UNRWA保健局の李美慧です。
今回は、5月にUNRWAの学校で開催されたパレスチナと日本の文化交流イベントのご報告をします。
2023年は、UNRWAが日本とパートナーシップを結んで70周年の年です。
この大切な年をお祝いしようと、5月のこどもの日にちなんで今回のイベントが行われました。

在ヨルダン日本国大使館と共同で企画された今回のイベントは、Baqa’a難民キャンプの中にある学校で行われました。1年生(6歳)から7年生(12歳)まで総勢1000人の生徒が通い、UNRWAの学校の中でもとても大きな学校の一つです。
UNRWAからは小川、岡田、李が参加し、在ヨルダン日本国大使館の職員の方々とJICA海外協力隊員の方にもご参加いただきました。
Baqa’a難民キャンプは、ヨルダンにある10のUNRWA難民キャンプの中でも一番大きなキャンプです。キャンプの中にはUNRWAが運営する16の学校と2つの診療所、市場や薬局があり、パレスチナ難民の生活を支えています。

Baqa’a難民キャンプは1968年の設立当初からすでに大きなキャンプでした。
当時は1.4㎢ほどの面積に5000ものテントが張られ、26,000人のパレスチナ難民が暮らしていました。現在は、ヨルダンの厳しい冬を超えられるよう、布製だったテントはコンクリート製のシェルターに置き換えられています。
学校に到着すると、イベントを前に目を輝かせた子供たちと、大空を悠々と泳ぐ鯉のぼりが迎えてくれました。

ところで、日本では毎年5月が近づくと必ず鯉のぼりを目にしますが、皆さんはどうして5月5日に鯉のぼりをあげるか知っていますか?
これは、中国の故事「登竜門・鯉の滝登り」が由来となっているようです。その由縁を、生徒の女の子の一人が英語で立派なスピーチをしてくれました。

中国には「竜門」とよばれる激流の滝があり、この滝を登りきった鯉が龍となって天へ昇ったという言い伝えがあったそうです。また、鯉は清流だけでなく、池や沼などの環境でも生息できる生命力が強い魚として知られています。
このことから、人生で逆境に遭遇しても、愛する我が子が鯉のように強く立派に成長していきますようにと願いを込めて、鯉のぼりをあげるようになりました。
子どもたちは、日本の歌での創作ダンス、パレスチナの伝統衣装の絵柄をデザインするコラージュアートや、思い思いに鯉のぼりの絵を描いて塗り絵をしたり、日本の習字にも挑戦しました。習字は少し難しかったようですが、お互いの名前をアラビア語と日本語で書きあい交換しました。

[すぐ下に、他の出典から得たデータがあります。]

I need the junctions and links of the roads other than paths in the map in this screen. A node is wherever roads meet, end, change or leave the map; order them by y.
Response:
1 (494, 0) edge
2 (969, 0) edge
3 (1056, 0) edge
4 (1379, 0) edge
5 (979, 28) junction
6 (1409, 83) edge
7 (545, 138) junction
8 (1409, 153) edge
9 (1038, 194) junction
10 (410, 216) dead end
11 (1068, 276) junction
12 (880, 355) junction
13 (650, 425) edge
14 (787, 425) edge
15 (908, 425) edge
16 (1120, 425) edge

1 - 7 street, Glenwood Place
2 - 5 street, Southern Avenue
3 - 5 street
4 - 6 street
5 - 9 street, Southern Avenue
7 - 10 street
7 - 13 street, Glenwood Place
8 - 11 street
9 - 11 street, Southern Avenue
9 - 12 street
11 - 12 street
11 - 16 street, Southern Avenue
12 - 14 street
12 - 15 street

イベントの最後に大きく開いたくす玉の中からは、日本語で書かれたメッセージカードと鯉のぼりの形のキーホルダーが。裏側にはパレスチナの伝統刺繍の絵柄も描かれていました。
今回のようなイベントは頻繁にはないため、子供たちは大興奮でした。
異なる文化に触れる経験を通して、子どもたちはどんな夢や未来を描くのでしょうか。
どんな環境に生きる子どもでも、子どもらしくあること、心がワクワクする希望とともに生きていくこと。そんな機会が奪われてもいい子供はいないですね。
そんな居場所を守ることをしっかり支え関わっていきたいと、きらきらと美しく輝く子供たちの瞳を見ながらそんなふうに思いました。
大空を悠々と泳ぐ鯉のぼりのように健やかに力いっぱい子供たちが成長することを願って。